Diabetes prevention: 6 practical tips to follow low-sugar diet, reduce cravings | Health

When it comes to reducing sugar intake in the food, it’s the unsuspected edible items that often pose a challenge in adopting a low-sugar diet. The culprit could be the seemingly harmless ketchup or seasoning that you are using to flavour your food or the instant oatmeal that hides loads of sugar. In order to reduce the daily sugar intake, one must be aware of the amount of hidden sugar we are consuming every day and find suitable alternatives to the foods that are too sugary and increasing your risk of obesity. You may start by ditching sugar in your daily coffee or giving up the aerated drinks that are bursting with sugar, and then slowly replace all your creamy and sugary treats with fruit and other natural sugar-based desserts. Tweaking your diet to include more protein in your meals can also help curb your sweet cravings and eliminate sugar. (Also read | Ancient Wisdom Part 10: Pistachios can lower blood sugar; how to add them to your diet)

The recommended amounts of sugar that adults can consume daily should be at most 30 grams, while children could consume up to 24 grams. (Freepik)

“Sugar has taken centre stage in the modern diet, with a presence in a wide variety of food items, including main dishes, savoury items, and desserts. The recommended amounts of sugar that adults can consume daily should be at most 30 grams, while children could consume up to 24 grams. Consuming sugar higher than the recommended units or 10 percent of the total calories consumed may cause obesity and increase the chances of developing diabetes. Limiting sugar intake is the most proactive way to reduce sugar-associated health risks,” says Dr Dakshata Padhye, Preventive Diabetologist, Conquer Diabetes Center.

Dr Padhye shares some practical tips to help you adopt sustainable lifestyle changes, satisfy your cravings, and swap the hidden sugar sources with healthier options.

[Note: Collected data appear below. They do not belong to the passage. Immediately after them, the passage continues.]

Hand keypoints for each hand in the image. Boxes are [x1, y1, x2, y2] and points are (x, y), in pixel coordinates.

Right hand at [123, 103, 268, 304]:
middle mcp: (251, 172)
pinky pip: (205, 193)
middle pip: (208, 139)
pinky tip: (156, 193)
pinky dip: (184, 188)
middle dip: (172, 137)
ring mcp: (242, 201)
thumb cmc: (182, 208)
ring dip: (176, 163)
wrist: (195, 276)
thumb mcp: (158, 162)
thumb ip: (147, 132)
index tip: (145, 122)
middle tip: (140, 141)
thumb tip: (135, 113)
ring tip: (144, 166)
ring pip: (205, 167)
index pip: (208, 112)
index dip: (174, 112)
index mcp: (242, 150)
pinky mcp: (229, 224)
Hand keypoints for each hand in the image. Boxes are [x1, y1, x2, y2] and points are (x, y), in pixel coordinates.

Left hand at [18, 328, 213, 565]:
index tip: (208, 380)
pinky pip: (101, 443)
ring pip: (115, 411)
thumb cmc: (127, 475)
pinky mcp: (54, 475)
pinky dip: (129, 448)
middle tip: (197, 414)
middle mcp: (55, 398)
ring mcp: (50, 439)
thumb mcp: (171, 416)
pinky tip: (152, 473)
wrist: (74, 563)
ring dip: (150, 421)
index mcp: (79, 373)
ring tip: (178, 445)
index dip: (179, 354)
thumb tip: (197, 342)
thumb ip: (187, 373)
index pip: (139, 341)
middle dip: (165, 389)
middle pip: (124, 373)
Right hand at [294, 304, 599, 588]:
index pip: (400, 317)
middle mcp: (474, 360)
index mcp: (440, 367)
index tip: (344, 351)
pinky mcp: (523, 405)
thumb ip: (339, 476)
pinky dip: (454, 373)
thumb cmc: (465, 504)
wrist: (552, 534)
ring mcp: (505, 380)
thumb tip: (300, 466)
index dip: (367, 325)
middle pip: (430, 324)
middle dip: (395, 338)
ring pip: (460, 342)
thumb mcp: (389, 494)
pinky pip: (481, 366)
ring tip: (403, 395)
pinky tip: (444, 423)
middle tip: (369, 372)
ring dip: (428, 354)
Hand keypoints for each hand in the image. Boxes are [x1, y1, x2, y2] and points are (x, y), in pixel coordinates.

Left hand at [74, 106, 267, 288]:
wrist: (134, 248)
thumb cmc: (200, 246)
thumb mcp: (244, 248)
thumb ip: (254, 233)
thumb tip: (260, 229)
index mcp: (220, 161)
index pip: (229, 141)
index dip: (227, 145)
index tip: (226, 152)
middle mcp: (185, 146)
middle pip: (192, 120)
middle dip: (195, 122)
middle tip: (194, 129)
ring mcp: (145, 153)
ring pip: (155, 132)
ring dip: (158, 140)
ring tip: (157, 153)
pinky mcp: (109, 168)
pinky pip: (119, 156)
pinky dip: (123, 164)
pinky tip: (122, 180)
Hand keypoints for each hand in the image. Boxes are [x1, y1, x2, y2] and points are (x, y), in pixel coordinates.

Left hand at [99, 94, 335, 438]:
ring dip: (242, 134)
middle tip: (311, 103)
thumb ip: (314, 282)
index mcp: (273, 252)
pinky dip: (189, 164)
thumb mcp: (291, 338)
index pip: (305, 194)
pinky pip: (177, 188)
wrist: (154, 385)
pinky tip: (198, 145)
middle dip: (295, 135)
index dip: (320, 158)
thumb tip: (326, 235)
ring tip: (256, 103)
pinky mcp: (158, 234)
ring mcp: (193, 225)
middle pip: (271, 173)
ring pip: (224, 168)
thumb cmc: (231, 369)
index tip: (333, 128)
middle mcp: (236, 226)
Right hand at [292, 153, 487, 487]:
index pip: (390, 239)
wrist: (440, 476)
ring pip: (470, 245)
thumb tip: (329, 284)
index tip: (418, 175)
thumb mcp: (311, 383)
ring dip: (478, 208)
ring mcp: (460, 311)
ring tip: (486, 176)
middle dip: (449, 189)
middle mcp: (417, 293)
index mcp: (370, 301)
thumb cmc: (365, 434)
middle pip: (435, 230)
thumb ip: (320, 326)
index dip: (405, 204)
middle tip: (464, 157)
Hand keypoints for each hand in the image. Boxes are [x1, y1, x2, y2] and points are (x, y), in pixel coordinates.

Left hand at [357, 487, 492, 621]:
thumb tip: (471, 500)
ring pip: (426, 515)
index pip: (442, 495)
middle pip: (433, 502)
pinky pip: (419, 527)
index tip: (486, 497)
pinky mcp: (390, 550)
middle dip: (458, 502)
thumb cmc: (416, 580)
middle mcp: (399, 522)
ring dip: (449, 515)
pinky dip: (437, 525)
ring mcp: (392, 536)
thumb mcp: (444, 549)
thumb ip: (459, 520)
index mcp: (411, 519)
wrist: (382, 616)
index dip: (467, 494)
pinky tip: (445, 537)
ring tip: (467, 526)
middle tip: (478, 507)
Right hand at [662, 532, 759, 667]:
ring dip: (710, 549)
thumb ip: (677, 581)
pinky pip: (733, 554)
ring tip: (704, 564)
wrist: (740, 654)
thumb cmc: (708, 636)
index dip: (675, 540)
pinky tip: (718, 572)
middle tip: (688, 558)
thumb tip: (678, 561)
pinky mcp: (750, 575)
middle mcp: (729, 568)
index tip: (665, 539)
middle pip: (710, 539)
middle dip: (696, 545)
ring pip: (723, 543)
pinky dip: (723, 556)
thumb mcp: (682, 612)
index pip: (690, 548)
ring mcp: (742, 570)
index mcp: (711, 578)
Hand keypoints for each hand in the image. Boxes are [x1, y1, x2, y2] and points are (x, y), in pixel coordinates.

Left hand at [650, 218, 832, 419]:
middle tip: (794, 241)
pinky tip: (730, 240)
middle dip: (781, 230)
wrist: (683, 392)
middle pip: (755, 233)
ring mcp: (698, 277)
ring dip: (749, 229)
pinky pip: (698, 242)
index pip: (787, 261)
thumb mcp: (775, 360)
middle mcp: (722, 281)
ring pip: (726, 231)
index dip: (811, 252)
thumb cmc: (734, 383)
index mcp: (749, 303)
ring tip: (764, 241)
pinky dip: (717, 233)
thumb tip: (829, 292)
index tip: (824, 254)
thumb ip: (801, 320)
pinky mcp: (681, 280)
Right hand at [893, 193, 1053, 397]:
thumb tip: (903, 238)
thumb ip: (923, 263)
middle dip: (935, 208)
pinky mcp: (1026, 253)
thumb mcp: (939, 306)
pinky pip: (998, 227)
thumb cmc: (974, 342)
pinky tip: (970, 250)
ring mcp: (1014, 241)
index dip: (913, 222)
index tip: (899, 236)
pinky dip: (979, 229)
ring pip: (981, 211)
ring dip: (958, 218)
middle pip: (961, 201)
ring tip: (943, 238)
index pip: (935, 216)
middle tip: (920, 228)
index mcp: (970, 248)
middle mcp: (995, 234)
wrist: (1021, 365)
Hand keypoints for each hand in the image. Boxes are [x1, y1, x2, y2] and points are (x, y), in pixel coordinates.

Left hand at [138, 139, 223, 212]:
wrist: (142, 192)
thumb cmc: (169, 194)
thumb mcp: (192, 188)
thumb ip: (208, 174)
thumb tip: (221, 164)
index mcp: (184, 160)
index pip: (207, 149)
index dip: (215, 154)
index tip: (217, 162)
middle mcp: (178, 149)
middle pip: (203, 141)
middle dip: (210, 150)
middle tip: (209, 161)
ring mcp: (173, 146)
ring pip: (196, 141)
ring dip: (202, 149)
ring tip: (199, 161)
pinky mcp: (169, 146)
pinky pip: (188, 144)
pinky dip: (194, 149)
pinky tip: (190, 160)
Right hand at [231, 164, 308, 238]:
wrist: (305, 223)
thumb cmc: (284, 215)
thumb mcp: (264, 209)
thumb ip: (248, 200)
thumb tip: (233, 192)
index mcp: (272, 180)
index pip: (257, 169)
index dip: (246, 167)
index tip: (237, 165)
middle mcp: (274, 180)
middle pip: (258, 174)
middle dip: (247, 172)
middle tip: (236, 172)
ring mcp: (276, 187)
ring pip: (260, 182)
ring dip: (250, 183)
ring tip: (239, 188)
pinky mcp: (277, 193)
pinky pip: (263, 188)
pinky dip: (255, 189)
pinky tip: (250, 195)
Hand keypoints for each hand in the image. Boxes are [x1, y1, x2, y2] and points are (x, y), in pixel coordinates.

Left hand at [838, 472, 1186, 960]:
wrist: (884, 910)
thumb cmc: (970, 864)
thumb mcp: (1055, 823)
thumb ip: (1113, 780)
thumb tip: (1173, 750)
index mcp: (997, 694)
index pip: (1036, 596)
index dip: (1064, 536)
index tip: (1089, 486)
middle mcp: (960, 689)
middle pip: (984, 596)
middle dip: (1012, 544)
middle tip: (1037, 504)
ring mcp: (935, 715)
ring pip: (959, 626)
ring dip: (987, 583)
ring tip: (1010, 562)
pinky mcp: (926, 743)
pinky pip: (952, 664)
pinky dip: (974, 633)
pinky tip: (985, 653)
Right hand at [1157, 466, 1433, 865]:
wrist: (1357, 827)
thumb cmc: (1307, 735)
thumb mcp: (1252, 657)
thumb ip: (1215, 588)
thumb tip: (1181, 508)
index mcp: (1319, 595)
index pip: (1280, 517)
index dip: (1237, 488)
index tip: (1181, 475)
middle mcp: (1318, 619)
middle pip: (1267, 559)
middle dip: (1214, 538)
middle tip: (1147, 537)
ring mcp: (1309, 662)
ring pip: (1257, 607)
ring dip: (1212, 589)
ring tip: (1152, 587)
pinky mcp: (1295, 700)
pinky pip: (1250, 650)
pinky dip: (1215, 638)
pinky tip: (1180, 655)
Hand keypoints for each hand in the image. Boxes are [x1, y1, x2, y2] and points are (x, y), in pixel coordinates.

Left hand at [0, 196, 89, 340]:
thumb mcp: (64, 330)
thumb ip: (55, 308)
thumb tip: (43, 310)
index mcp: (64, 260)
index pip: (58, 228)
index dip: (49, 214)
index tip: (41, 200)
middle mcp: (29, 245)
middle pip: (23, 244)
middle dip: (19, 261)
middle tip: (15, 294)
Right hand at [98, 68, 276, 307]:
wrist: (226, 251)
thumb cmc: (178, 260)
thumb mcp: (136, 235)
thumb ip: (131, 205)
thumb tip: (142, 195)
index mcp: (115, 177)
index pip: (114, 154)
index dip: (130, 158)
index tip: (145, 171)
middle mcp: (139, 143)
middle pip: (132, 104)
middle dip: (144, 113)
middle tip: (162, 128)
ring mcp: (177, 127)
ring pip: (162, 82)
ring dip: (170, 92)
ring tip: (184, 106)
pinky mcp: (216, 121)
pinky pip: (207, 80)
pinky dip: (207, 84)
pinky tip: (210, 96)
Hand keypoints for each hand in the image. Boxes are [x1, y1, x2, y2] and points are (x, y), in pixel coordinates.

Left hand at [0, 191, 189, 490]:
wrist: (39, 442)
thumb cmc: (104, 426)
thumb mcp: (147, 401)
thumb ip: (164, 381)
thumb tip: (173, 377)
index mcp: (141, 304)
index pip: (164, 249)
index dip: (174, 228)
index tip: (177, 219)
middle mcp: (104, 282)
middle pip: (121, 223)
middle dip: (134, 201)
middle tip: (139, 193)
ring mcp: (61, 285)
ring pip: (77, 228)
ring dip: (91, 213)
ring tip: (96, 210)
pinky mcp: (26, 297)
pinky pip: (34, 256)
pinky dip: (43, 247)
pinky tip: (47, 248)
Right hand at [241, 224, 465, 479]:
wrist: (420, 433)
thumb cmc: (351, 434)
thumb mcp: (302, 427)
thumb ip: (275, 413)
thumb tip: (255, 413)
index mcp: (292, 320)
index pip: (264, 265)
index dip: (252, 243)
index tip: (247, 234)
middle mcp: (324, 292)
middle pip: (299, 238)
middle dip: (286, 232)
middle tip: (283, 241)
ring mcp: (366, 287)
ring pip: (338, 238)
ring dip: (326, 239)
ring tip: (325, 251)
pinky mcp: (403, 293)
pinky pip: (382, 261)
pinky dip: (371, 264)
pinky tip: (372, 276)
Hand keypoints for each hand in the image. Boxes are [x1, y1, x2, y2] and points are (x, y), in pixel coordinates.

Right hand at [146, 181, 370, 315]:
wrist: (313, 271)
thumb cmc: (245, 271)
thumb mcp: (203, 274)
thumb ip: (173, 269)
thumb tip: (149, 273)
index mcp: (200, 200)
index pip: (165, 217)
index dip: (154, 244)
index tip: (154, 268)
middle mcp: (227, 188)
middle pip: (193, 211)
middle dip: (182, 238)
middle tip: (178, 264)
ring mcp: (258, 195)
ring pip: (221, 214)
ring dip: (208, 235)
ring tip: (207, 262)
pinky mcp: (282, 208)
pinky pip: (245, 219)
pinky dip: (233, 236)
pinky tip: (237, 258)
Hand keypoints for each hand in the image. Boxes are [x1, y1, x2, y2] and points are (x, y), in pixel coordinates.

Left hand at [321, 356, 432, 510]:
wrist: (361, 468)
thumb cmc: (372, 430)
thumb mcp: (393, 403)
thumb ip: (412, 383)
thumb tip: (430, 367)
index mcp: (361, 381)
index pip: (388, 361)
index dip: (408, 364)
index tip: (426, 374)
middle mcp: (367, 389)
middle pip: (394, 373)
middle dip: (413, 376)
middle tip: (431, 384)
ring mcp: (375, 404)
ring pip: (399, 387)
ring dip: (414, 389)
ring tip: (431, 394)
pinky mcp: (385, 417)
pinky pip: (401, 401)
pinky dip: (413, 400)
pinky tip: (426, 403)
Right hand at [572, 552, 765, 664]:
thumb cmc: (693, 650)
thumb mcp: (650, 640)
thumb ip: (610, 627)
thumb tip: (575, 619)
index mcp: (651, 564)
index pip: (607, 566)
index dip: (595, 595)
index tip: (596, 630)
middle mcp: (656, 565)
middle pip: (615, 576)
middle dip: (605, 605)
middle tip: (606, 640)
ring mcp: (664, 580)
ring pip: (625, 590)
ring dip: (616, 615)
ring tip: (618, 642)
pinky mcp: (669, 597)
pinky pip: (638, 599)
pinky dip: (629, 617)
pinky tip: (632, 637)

1. Choose healthy beverages

Drinking water is highly recommended. Although you may crave sweet beverages from time to time, avoid processed drinks like sodas and energy drinks. Swap aerated drinks with fruit smoothies, herbal teas, unsweetened coffee, and vegetable juices. Skim milk, thin buttermilk, sattu drink, aloe vera shots and coconut water should be your top hydration choices.

2. Limit condiment use

Adding condiments to your dishes is a great way to enhance flavour. However, most condiments, such as ketchup, sauces, pickles, vinegars, herbs, spices, seasonings, etc. contain unhealthy ingredients like artificial flavours and colours and excessive amounts of added salt and sugar and thus should be avoided or limited in use on a regular basis.

3. Eliminate sugary desserts

All desserts are loaded with sugar and provide nothing of nutritional value. They cause blood sugar to spike while leaving you tired and hungry for more sugar. You can include low-sugar desserts like 70 percent cocoa dark chocolate, baked fruit with cream, and yogurt with spices like cinnamon, nutmeg, etc., to satisfy your sweet tooth.

4. Read food labels

Processed and canned food items contain added sugar, so you must check food labels. The ingredients are all listed in order of quantity, and the higher the sugar is on the list, the less it should make it to the cart. A tip is for you to avoid products that have sugar or sugar synonyms, like sucrose, maltose, dextrose, fructose, glucose, lactose, etc.

5. Add more protein

A high protein and fibre diet offers many health benefits, including reducing hunger and promoting satiety, while a high sugar diet is linked to increased appetite and weight gain. It is easy for you to increase protein intake with minor changes in the diet, such as filling one-fourth of the plate with protein-rich foods like lean meat, eggs, pulses, and legumes.

6. Take small steps

All choices you make about what you eat and drink matter. It is essential to have a balanced, nutritious diet. Limit stocking the home pantry and fridge with high-sugar foods. Stock up on millet and healthy snacks to reduce the sugar content in your diet. Also, it is essential to remember that sugar-free doesn’t mean calorie-free.

“Reducing and eventually eliminating sugar can be challenging but essential for people with diabetes or those looking to improve their health. These simple, practical tips can significantly reduce sugar intake while satisfying your cravings. However, remember to take it slowly, celebrate every little milestone, and never give up on your progress. If you have a cheat day, enjoy that one meal, and then push yourself not to slip up again and continue the effort to benefit your health,” says Dr Padhye.